オレよりでかかったら…ちょっとショックだな。
オレは普通サイズくらいだと思うけど。
でも…他人のなんて、そうまじまじと見たりもしないし。見たくもないけどな。
でも、あいつのだったら……いや、えーと、そうじゃなくて。
でもあいつって、オナニーとか、するのかな。するよな、普通。
でもなんだかあいつがそういう事してたり、そういう事考えてたりするのって、あんま
想像できない。いっつも憎らしいくらいすました顔して。こっちが悔しいくらいに。
でも、今日、うちに来てるって事は、オレの考えてる事くらい、わかってるはずだし。
わかってないなんてことは、ないよな。いくらなんでも、この空気でさ。


(9)
「進藤、」
「うわあっ!」
一人、悶々としている所に突然後ろから声をかけられて、ヒカルは思わず叫び声を
上げてしまった。
そんなヒカルの様子を見て、アキラがにやっと笑ったような気がした。
だがすぐにいつものような穏やかな笑みを浮かべて、言った。
「お先に、どうもありがとう。いいお湯だった。」
「あ、う、うん。」
どぎまぎしながら、ヒカルは何とか応えた。
「キミも、入って来る?」
「う、うん、そうだな。あ、そうだ、何なら、オレの部屋で待ってて。」
着換えを取りに上に上がるついでに、アキラをそう促した。
アキラは荷物をもって、ヒカルの後からついてきた。

「なんだか、懐かしいような気がするな。まだ3度目なのにね。」
部屋を見まわしてから、アキラはヒカルに向かってにこっと笑った。
その笑顔に、ヒカルは心臓が止まりそうになった。
もうすでにずっと、心臓は爆発しそうだったのに。
実は、さっきから、湯上がりのアキラにヒカルはクラクラしていた。
濡れた髪。

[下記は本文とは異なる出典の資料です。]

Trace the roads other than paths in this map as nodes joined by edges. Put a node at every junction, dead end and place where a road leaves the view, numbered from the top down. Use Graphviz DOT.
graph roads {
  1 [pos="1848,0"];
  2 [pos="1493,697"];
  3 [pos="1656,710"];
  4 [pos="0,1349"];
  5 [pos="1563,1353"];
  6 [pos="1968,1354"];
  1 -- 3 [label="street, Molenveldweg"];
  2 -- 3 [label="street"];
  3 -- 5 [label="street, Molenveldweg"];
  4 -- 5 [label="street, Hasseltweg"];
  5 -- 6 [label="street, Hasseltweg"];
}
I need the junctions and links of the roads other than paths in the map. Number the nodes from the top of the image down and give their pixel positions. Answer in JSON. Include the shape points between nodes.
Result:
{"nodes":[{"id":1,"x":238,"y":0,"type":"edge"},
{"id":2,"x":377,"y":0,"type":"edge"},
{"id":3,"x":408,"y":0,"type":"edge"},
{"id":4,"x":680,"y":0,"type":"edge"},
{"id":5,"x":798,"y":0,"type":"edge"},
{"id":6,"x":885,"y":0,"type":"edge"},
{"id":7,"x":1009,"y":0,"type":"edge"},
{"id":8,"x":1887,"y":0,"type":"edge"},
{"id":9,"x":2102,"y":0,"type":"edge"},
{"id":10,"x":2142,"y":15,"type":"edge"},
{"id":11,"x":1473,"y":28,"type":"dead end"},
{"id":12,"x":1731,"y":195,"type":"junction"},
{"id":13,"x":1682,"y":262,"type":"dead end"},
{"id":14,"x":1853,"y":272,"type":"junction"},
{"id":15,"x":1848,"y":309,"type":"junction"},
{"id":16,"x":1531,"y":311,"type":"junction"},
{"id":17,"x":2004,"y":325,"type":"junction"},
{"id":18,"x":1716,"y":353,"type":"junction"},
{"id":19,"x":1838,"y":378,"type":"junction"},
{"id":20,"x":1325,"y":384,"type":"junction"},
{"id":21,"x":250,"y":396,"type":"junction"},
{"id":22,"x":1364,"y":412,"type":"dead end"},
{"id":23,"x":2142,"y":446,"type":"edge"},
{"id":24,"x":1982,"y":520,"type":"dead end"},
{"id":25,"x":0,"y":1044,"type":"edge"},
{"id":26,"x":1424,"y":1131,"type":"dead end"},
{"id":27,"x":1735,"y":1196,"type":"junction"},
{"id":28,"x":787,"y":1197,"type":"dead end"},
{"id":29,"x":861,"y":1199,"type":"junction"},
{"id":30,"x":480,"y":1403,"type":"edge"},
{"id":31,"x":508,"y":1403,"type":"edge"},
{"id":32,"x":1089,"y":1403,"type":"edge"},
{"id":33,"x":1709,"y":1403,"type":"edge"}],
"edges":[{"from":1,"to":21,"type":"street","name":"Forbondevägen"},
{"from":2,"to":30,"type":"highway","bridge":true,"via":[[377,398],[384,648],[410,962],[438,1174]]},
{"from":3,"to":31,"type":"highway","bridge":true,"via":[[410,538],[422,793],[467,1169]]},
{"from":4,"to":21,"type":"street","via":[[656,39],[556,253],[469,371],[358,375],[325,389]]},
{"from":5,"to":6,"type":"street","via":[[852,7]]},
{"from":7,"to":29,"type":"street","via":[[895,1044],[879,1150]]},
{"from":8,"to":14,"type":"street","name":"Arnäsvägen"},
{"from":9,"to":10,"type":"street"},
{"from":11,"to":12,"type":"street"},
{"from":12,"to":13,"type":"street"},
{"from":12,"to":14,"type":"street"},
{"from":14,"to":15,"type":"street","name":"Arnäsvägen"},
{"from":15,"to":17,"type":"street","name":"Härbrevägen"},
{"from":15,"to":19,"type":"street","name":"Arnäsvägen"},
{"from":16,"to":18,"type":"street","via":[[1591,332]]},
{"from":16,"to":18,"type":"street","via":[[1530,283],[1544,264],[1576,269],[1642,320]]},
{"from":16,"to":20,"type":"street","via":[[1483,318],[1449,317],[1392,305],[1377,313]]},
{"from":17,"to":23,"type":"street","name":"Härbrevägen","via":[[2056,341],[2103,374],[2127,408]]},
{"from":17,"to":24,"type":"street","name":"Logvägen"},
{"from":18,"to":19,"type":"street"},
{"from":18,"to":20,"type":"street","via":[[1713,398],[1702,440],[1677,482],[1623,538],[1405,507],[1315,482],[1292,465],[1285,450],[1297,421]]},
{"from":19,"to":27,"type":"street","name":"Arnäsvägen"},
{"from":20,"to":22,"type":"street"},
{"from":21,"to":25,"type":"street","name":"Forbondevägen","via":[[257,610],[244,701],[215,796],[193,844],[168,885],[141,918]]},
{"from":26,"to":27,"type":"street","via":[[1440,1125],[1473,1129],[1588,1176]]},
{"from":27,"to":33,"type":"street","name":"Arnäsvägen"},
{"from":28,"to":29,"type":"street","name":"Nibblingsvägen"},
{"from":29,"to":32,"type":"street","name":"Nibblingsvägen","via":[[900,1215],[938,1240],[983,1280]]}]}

上気した頬。白く細い首筋。
男のくせにあんなに色っぽいなんて、なんなんだよ、アイツは!
こんなんで、ホントウに大丈夫なんだろうか、オレ。


(10)
「塔矢、」
声をかけながら、ヒカルは部屋に入った。
ベッドの端に腰掛けて本を読んでいたアキラが顔を上げて、ヒカルを見て笑った。
「何、読んでたんだ?」
問い掛けたヒカルにアキラは読んでいた本を手渡した。
「塔矢名人選 詰碁集」。それはヒカルが初めて買った囲碁の本で、何度も読み返した
ためにかなり痛んでいた。
本棚の中からアキラがそれを選んだのは、自分の父親の本だからだろうか。
「ボクもこれ持ってるんだ。随分とこれで勉強したよ。」
本をパラパラとめくりながら、アキラが言った。
「これ、すごくよく読み込んでるよね。
キミがこれをこんなに読んでてくれるなんて、なんだか嬉しいよ。」
「…やっぱ、おまえの親父ってすげえよな。」
「うん、お父さんはやっぱりボクの一番の憧れで目標だったからね。」
アキラは顔を上げて遠くを見るような目で、言った。
「いつも目の前に聳え立っていて、間違えようのない目標だった。
ボクはそこに向かって真っ直ぐ歩いていけばいいと、思ってた。」
そこまで言うと、言葉を切って、今度はヒカルを見詰めて、言った。
「キミに、出会うまでは。」
それからすっと視線を外して、目を伏せて、
「でも、あの頃は、まさかこんな気持ちになるなんて思わなかったな。」
と、小さく呟いた。
こんな気持ちって、どんな気持ちだよ?言ってくれよ、とアキラの長い睫毛を見下ろして、
ヒカルは思った。そして、アキラの隣に、ヒカルはそっと腰を下ろして、呼びかけた。